In January 2021, the Ministry of Housing, Communities and Local Government published its long-awaited response to the Future Homes Standard consultation, which had originally been launched in October 2019 but was inevitably delayed by the COVID-19 pandemic.
The response sets out how the government now intends to change Building Regulations for new homes in England in both 2025 and, as an interim step towards this, in 2022, as we move towards homes being zero carbon. The response confirms that most of the ambitious changes proposed, such as there being no fossil-fuelled boilers allowed in new homes from 2025, will be put into place.
Alongside the Future Homes Standard response, there was also the launch on the next stage of consultations. This included proposed amendments to Part L of the Building Regulations for existing homes; Part L being the section that deals with energy conservation requirements and covers the installation of most building services, such as heating and hot water.
You could argue that it is this element of the regulations that will have the most impact on energy consumption given that it covers the installation of over 1.5 million gas boilers a year, whereas the number of new homes each year is barely above 200,000.
It’s noticeable that the proposed changes to Part L for existing buildings only focus on the next few years, rather than the longer-term view for decarbonisation taken for new homes.

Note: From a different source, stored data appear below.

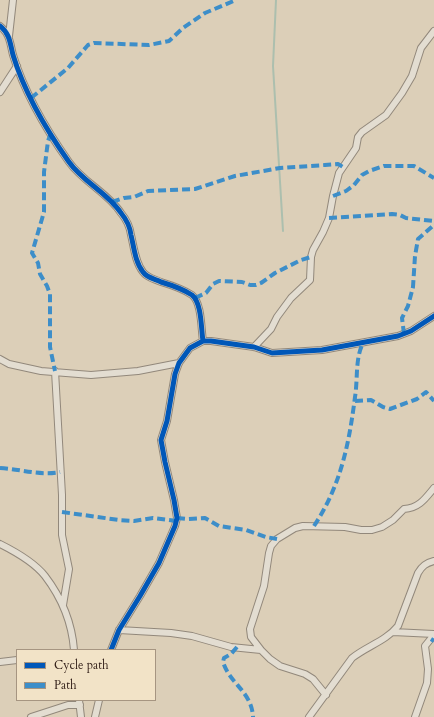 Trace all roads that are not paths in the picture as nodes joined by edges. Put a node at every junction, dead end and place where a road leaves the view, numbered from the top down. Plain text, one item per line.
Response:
1 (13, 0) edge
2 (0, 26) edge
3 (434, 31) edge
4 (9, 36) junction
5 (17, 66) junction
6 (0, 92) edge
7 (434, 316) edge
8 (202, 341) junction
9 (254, 348) junction
10 (0, 359) edge
11 (179, 363) junction
12 (55, 371) junction
13 (434, 488) edge
14 (0, 544) edge
15 (434, 561) edge
16 (63, 605) junction
17 (119, 630) junction
18 (393, 632) junction
19 (434, 635) edge
20 (74, 649) edge
21 (111, 649) edge
22 (261, 650) junction
23 (16, 660) edge
24 (0, 662) edge
25 (326, 695) junction
26 (99, 701) edge
27 (79, 703) edge
28 (31, 717) edge
29 (81, 717) edge
30 (95, 717) edge
31 (309, 717) edge
32 (415, 717) edge

1 - 4 street
2 - 4 street
3 - 9 street
4 - 5 street
5 - 6 street
5 - 8 street
7 - 9 street
8 - 9 street
8 - 11 street
10 - 12 street
11 - 12 street
11 - 17 street
12 - 16 street
13 - 22 street
14 - 16 street
15 - 18 street
16 - 20 street
17 - 21 street
17 - 22 street
18 - 19 street
18 - 25 street
19 - 32 street
22 - 25 street
23 - 24 street
25 - 31 street
26 - 30 street
27 - 28 street
27 - 29 street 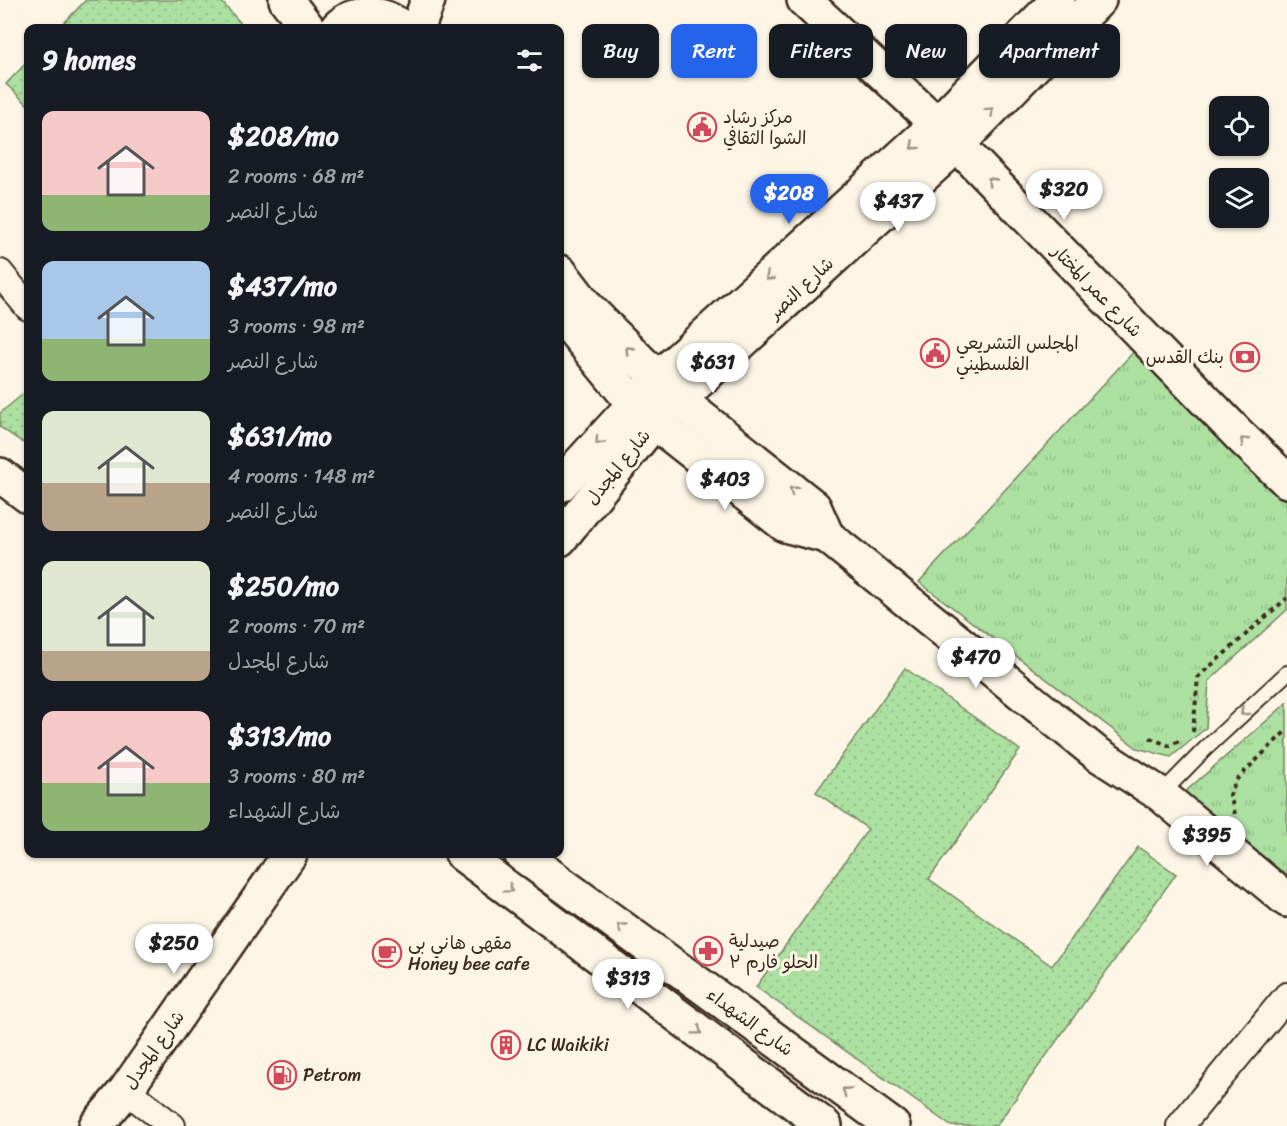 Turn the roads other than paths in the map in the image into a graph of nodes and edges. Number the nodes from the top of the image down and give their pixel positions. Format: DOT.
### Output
graph roads {
  1 [pos="286,0"];
  2 [pos="428,0"];
  3 [pos="804,0"];
  4 [pos="1058,0"];
  5 [pos="1099,0"];
  6 [pos="368,5"];
  7 [pos="305,24"];
  8 [pos="341,24"];
  9 [pos="395,24"];
  10 [pos="419,24"];
  11 [pos="946,135"];
  12 [pos="0,273"];
  13 [pos="564,277"];
  14 [pos="24,302"];
  15 [pos="564,319"];
  16 [pos="668,390"];
  17 [pos="644,412"];
  18 [pos="1287,481"];
  19 [pos="564,482"];
  20 [pos="564,533"];
  21 [pos="827,536"];
  22 [pos="1287,673"];
  23 [pos="1160,794"];
  24 [pos="287,858"];
  25 [pos="467,858"];
  26 [pos="526,858"];
  27 [pos="1287,900"];
  28 [pos="1287,996"];
  29 [pos="126,1090"];
  30 [pos="96,1126"];
  31 [pos="172,1126"];
  32 [pos="825,1126"];
  33 [pos="893,1126"];
  34 [pos="1179,1126"];
  1 -- 7 [label="main road"];
  2 -- 10 [label="main road"];
  3 -- 11 [label="main road, شارع عمر المختار"];
  4 -- 11 [label="main road, شارع النصر"];
  11 -- 5 [label="main road, شارع النصر, one-way"];
  6 -- 8 [label="main road"];
  6 -- 9 [label="main road"];
  11 -- 16 [label="main road, شارع النصر"];
  18 -- 11 [label="main road, شارع عمر المختار, one-way"];
  12 -- 14 [label="street"];
  16 -- 13 [label="main road, one-way"];
  15 -- 17 [label="main road"];
  16 -- 17 [label="main road, شارع النصر"];
  21 -- 16 [label="main road, one-way"];
  17 -- 19 [label="main road, شارع النصر, one-way"];
  17 -- 20 [label="main road, شارع المجدل"];
  17 -- 21 [label="main road"];
  21 -- 23 [label="main road"];
  22 -- 23 [label="lane, one-way"];
  23 -- 27 [label="main road"];
  24 -- 29 [label="main road, شارع المجدل"];
  25 -- 32 [label="main road, شارع الشهداء, one-way"];
  33 -- 26 [label="main road, شارع الشهداء, one-way"];
  28 -- 34 [label="street"];
  29 -- 30 [label="main road, شارع المجدل"];
  29 -- 31 [label="street"];
}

This is probably because the policies for decarbonising existing homes are expected to come through other mechanisms but, given the impact that Building Regulations requirements have on the thousands of bits of work that are done in our homes every day, it is at least to be expected that the new minimum standards will address some of the gaps that have led to heating systems being less efficient that they could easily be.
One of the things that is pleasing to see in the consultation is the proposal that individual room temperature controls such as thermostatic radiator valves will be required when boilers are replaced.
Another intriguing change proposed is the introduction of requirements on sizing of boilers for heating, with the statement that “a significantly oversized condensing boiler may never be able to run in condensing mode in reality”. This is an issue that many people in the heating industry have raised as a common problem, but it may still be a significant change for many installers to carry out a heat loss calculation for every building.
Training and resources are sure to be needed to make this happen in practice, but it would surely be a sensible way forward not just to make sure that current boiler replacements run as efficiently as possible, but also to prepare the necessary skill base for future low carbon heating appliances.
For those of us who spend a lot of time focusing on the detail of the Part L requirements, a significant difference coming is the disappearance of the Domestic Building Services Compliance Guide, with the detail of minimum standards moved into the Approved Document.
This was already consulted on for the Future Homes Standard, so is definitely going to happen despite a number of concerns expressed by industry on detail being lost. A draft copy of the Approved Document is available with this consultation and, reassuringly, it does contain a lot of detail, although no doubt the actual content will be greatly scrutinised over the course of the consultation period.
There are a couple of things to pull out of the above in the context of getting homes to a net-zero standard. The first is that the move to only having an Approved Document and no Compliance Guides means that the focus will be even more on minimum standards, with an explicit statement in the consultation that it will be up to others, such as industry bodies, to provide information on what is good practice.
The second, as mentioned above in the context of TRVs, is that good practice seldom happens because of price pressure, and this can also be the case where there is a skills or knowledge gap, particularly for new technologies. The challenge of getting to net-zero could well mean that we all have to think beyond minimum standards if things are to progress as quickly as they need to and this is something that industry will definitely have to grapple with in the coming years.